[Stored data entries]
-*-

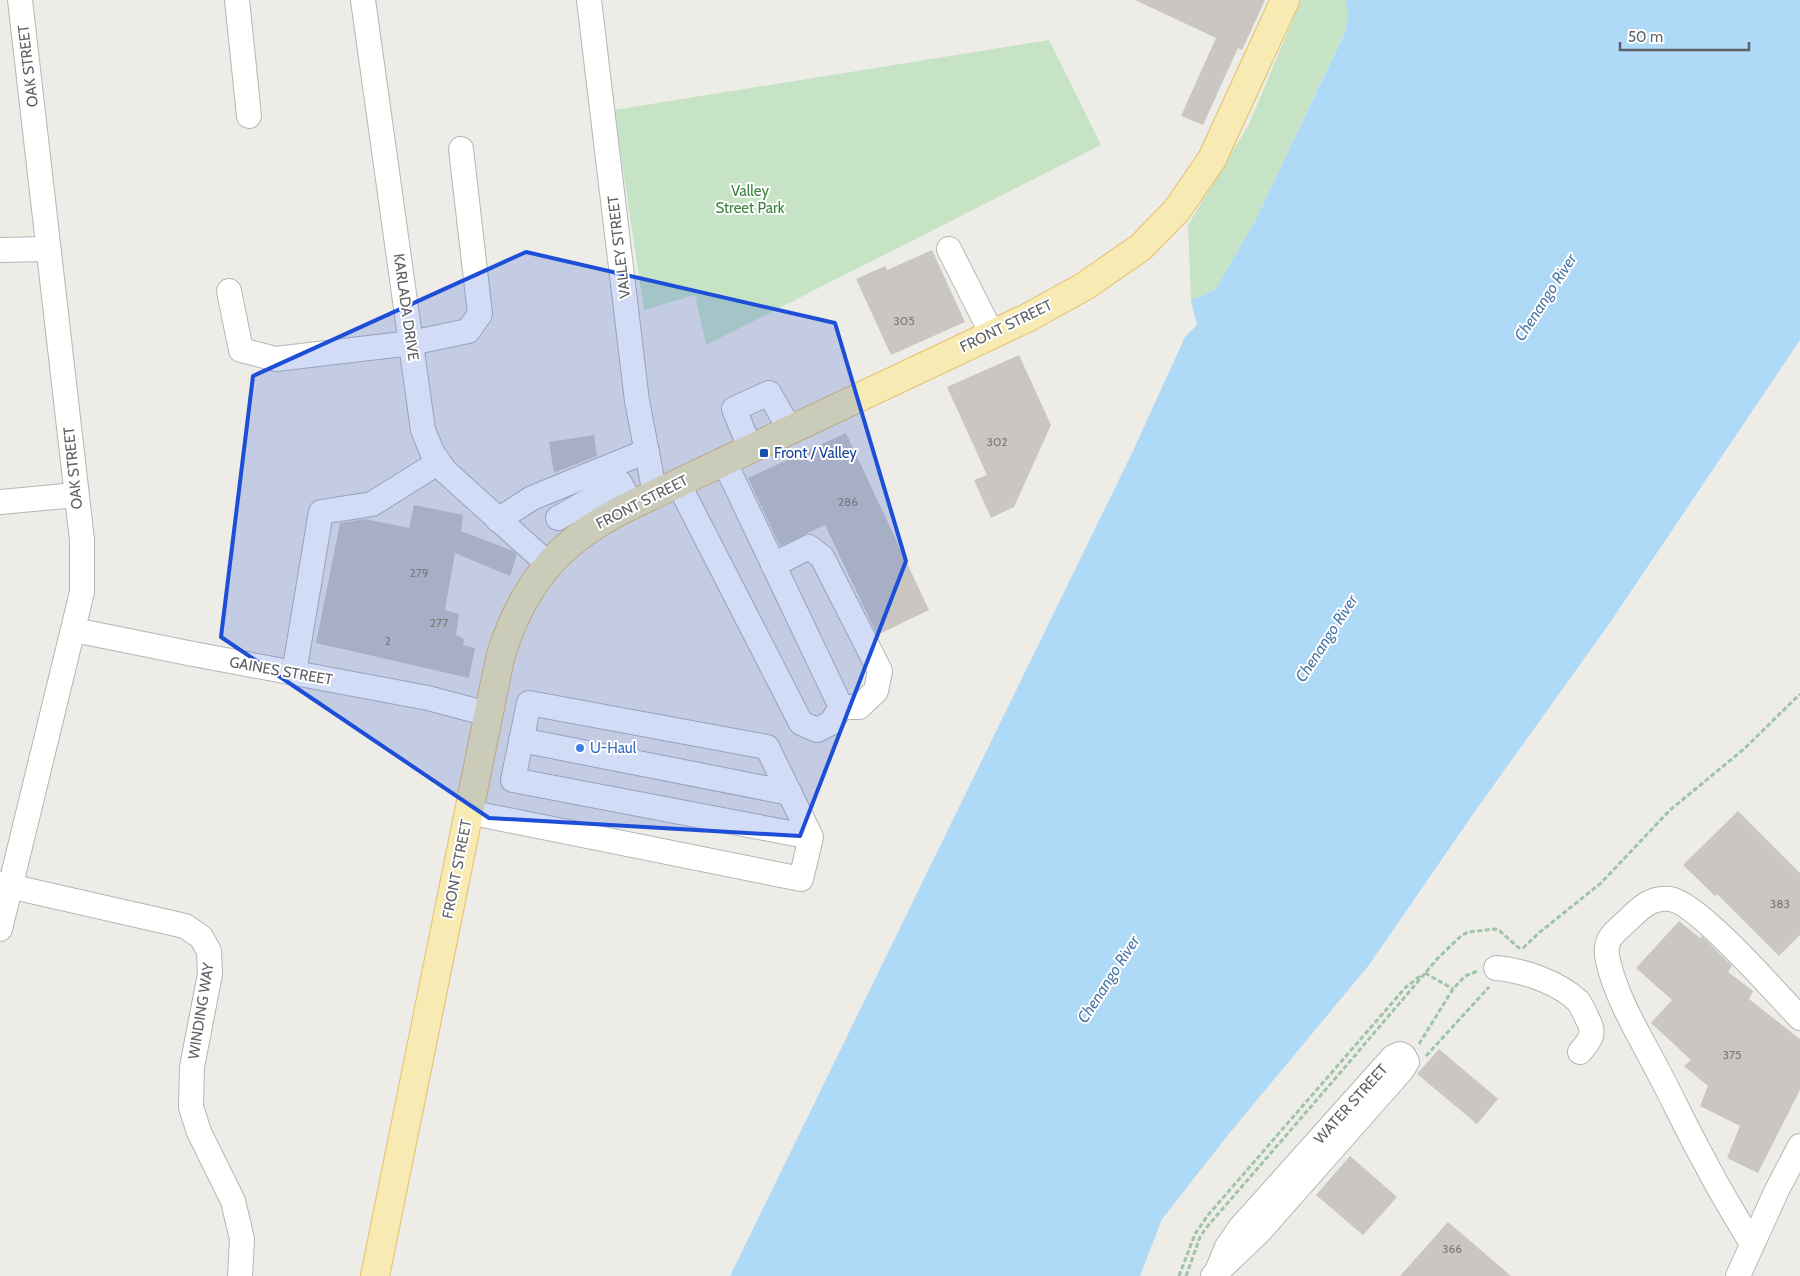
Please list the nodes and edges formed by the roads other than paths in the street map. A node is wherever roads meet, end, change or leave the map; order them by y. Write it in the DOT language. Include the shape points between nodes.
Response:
graph roads {
  1 [pos="20,0"];
  2 [pos="237,0"];
  3 [pos="363,0"];
  4 [pos="589,0"];
  5 [pos="1284,0"];
  6 [pos="249,116"];
  7 [pos="461,149"];
  8 [pos="48,249"];
  9 [pos="949,249"];
  10 [pos="0,250"];
  11 [pos="229,291"];
  12 [pos="992,334"];
  13 [pos="411,343"];
  14 [pos="790,430"];
  15 [pos="750,448"];
  16 [pos="647,451"];
  17 [pos="724,461"];
  18 [pos="439,462"];
  19 [pos="639,486"];
  20 [pos="76,495"];
  21 [pos="532,498"];
  22 [pos="0,502"];
  23 [pos="558,518"];
  24 [pos="498,520"];
  25 [pos="580,535"];
  26 [pos="548,564"];
  27 [pos="773,565"];
  28 [pos="74,630"];
  29 [pos="294,673"];
  30 [pos="841,707"];
  31 [pos="488,714"];
  32 [pos="521,740"];
  33 [pos="790,793"];
  34 [pos="468,812"];
  35 [pos="812,837"];
  36 [pos="5,885"];
  37 [pos="0,930"];
  38 [pos="1496,968"];
  39 [pos="1800,1018"];
  40 [pos="1580,1052"];
  41 [pos="1406,1058"];
  42 [pos="1800,1146"];
  43 [pos="1752,1244"];
  44 [pos="1218,1274"];
  45 [pos="240,1276"];
  46 [pos="375,1276"];
  47 [pos="1738,1276"];
  1 -- 8 [label="street, OAK STREET"];
  2 -- 6 [label="street"];
  3 -- 13 [label="street, KARLADA DRIVE"];
  4 -- 16 [label="street, VALLEY STREET" via="637,401"];
  5 -- 12 [label="main road, FRONT STREET" via="1212,159 1177,210 1141,247 1085,286"];
  7 -- 13 [label="street" via="480,314 468,332"];
  8 -- 10 [label="street"];
  8 -- 20 [label="street, OAK STREET"];
  9 -- 12 [label="street"];
  11 -- 13 [label="street" via="241,350 276,359"];
  12 -- 14 [label="main road, FRONT STREET"];
  13 -- 18 [label="street, KARLADA DRIVE" via="424,430"];
  14 -- 15 [label="main road, FRONT STREET"];
  14 -- 15 [label="street" via="769,393 734,410"];
  15 -- 17 [label="main road, FRONT STREET"];
  16 -- 19 [label="street, VALLEY STREET"];
  16 -- 19 [label="street"];
  17 -- 19 [label="main road, FRONT STREET"];
  17 -- 27 [label="street"];
  18 -- 24 [label="street, KARLADA DRIVE"];
  18 -- 29 [label="street" via="372,504 321,512"];
  19 -- 21 [label="street" via="590,473"];
  19 -- 23 [label="street"];
  19 -- 25 [label="main road, FRONT STREET" via="603,520"];
  19 -- 30 [label="street, VALLEY STREET" via="801,724 817,730 831,724"];
  20 -- 22 [label="street"];
  20 -- 28 [label="street, OAK STREET" via="82,540 82,592"];
  21 -- 23 [label="street"];
  21 -- 24 [label="street"];
  23 -- 25 [label="street"];
  24 -- 26 [label="street, KARLADA DRIVE"];
  25 -- 26 [label="main road, FRONT STREET"];
  26 -- 31 [label="main road, FRONT STREET" via="526,594 507,633"];
  27 -- 30 [label="street"];
  27 -- 30 [label="street" via="809,547 822,557 880,671 876,691 859,707"];
  28 -- 29 [label="street, GAINES STREET"];
  28 -- 36 [label="street, OAK STREET"];
  29 -- 31 [label="street, GAINES STREET" via="428,698"];
  31 -- 34 [label="main road, FRONT STREET"];
  32 -- 33 [label="street"];
  32 -- 33 [label="street" via="529,703 767,747"];
  32 -- 35 [label="street" via="513,780"];
  33 -- 35 [label="street"];
  34 -- 35 [label="street" via="800,879"];
  34 -- 46 [label="main road, FRONT STREET"];
  36 -- 37 [label="street, OAK STREET"];
  36 -- 45 [label="street, WINDING WAY" via="185,926 201,936 209,951 210,974 192,1067 191,1107 199,1132 233,1201 242,1239"];
  38 -- 40 [label="street" via="1564,990 1582,1005 1592,1032"];
  39 -- 43 [label="street" via="1737,950 1698,916 1672,899 1661,899 1641,907 1607,943 1608,962 1626,1011"];
  41 -- 44 [label="street, WATER STREET" via="1400,1054 1393,1057 1240,1228 1227,1247"];
  42 -- 43 [label="street"];
  43 -- 47 [label="street"];
}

-*-

• _Aim of the exercise_
Your copy should hold every record word for word and none of the pictures.

• _Exercise response_
Please list the nodes and edges formed by the roads other than paths in the street map. A node is wherever roads meet, end, change or leave the map; order them by y. Write it in the DOT language. Include the shape points between nodes.
Response:
graph roads {
  1 [pos="20,0"];
  2 [pos="237,0"];
  3 [pos="363,0"];
  4 [pos="589,0"];
  5 [pos="1284,0"];
  6 [pos="249,116"];
  7 [pos="461,149"];
  8 [pos="48,249"];
  9 [pos="949,249"];
  10 [pos="0,250"];
  11 [pos="229,291"];
  12 [pos="992,334"];
  13 [pos="411,343"];
  14 [pos="790,430"];
  15 [pos="750,448"];
  16 [pos="647,451"];
  17 [pos="724,461"];
  18 [pos="439,462"];
  19 [pos="639,486"];
  20 [pos="76,495"];
  21 [pos="532,498"];
  22 [pos="0,502"];
  23 [pos="558,518"];
  24 [pos="498,520"];
  25 [pos="580,535"];
  26 [pos="548,564"];
  27 [pos="773,565"];
  28 [pos="74,630"];
  29 [pos="294,673"];
  30 [pos="841,707"];
  31 [pos="488,714"];
  32 [pos="521,740"];
  33 [pos="790,793"];
  34 [pos="468,812"];
  35 [pos="812,837"];
  36 [pos="5,885"];
  37 [pos="0,930"];
  38 [pos="1496,968"];
  39 [pos="1800,1018"];
  40 [pos="1580,1052"];
  41 [pos="1406,1058"];
  42 [pos="1800,1146"];
  43 [pos="1752,1244"];
  44 [pos="1218,1274"];
  45 [pos="240,1276"];
  46 [pos="375,1276"];
  47 [pos="1738,1276"];
  1 -- 8 [label="street, OAK STREET"];
  2 -- 6 [label="street"];
  3 -- 13 [label="street, KARLADA DRIVE"];
  4 -- 16 [label="street, VALLEY STREET" via="637,401"];
  5 -- 12 [label="main road, FRONT STREET" via="1212,159 1177,210 1141,247 1085,286"];
  7 -- 13 [label="street" via="480,314 468,332"];
  8 -- 10 [label="street"];
  8 -- 20 [label="street, OAK STREET"];
  9 -- 12 [label="street"];
  11 -- 13 [label="street" via="241,350 276,359"];
  12 -- 14 [label="main road, FRONT STREET"];
  13 -- 18 [label="street, KARLADA DRIVE" via="424,430"];
  14 -- 15 [label="main road, FRONT STREET"];
  14 -- 15 [label="street" via="769,393 734,410"];
  15 -- 17 [label="main road, FRONT STREET"];
  16 -- 19 [label="street, VALLEY STREET"];
  16 -- 19 [label="street"];
  17 -- 19 [label="main road, FRONT STREET"];
  17 -- 27 [label="street"];
  18 -- 24 [label="street, KARLADA DRIVE"];
  18 -- 29 [label="street" via="372,504 321,512"];
  19 -- 21 [label="street" via="590,473"];
  19 -- 23 [label="street"];
  19 -- 25 [label="main road, FRONT STREET" via="603,520"];
  19 -- 30 [label="street, VALLEY STREET" via="801,724 817,730 831,724"];
  20 -- 22 [label="street"];
  20 -- 28 [label="street, OAK STREET" via="82,540 82,592"];
  21 -- 23 [label="street"];
  21 -- 24 [label="street"];
  23 -- 25 [label="street"];
  24 -- 26 [label="street, KARLADA DRIVE"];
  25 -- 26 [label="main road, FRONT STREET"];
  26 -- 31 [label="main road, FRONT STREET" via="526,594 507,633"];
  27 -- 30 [label="street"];
  27 -- 30 [label="street" via="809,547 822,557 880,671 876,691 859,707"];
  28 -- 29 [label="street, GAINES STREET"];
  28 -- 36 [label="street, OAK STREET"];
  29 -- 31 [label="street, GAINES STREET" via="428,698"];
  31 -- 34 [label="main road, FRONT STREET"];
  32 -- 33 [label="street"];
  32 -- 33 [label="street" via="529,703 767,747"];
  32 -- 35 [label="street" via="513,780"];
  33 -- 35 [label="street"];
  34 -- 35 [label="street" via="800,879"];
  34 -- 46 [label="main road, FRONT STREET"];
  36 -- 37 [label="street, OAK STREET"];
  36 -- 45 [label="street, WINDING WAY" via="185,926 201,936 209,951 210,974 192,1067 191,1107 199,1132 233,1201 242,1239"];
  38 -- 40 [label="street" via="1564,990 1582,1005 1592,1032"];
  39 -- 43 [label="street" via="1737,950 1698,916 1672,899 1661,899 1641,907 1607,943 1608,962 1626,1011"];
  41 -- 44 [label="street, WATER STREET" via="1400,1054 1393,1057 1240,1228 1227,1247"];
  42 -- 43 [label="street"];
  43 -- 47 [label="street"];
}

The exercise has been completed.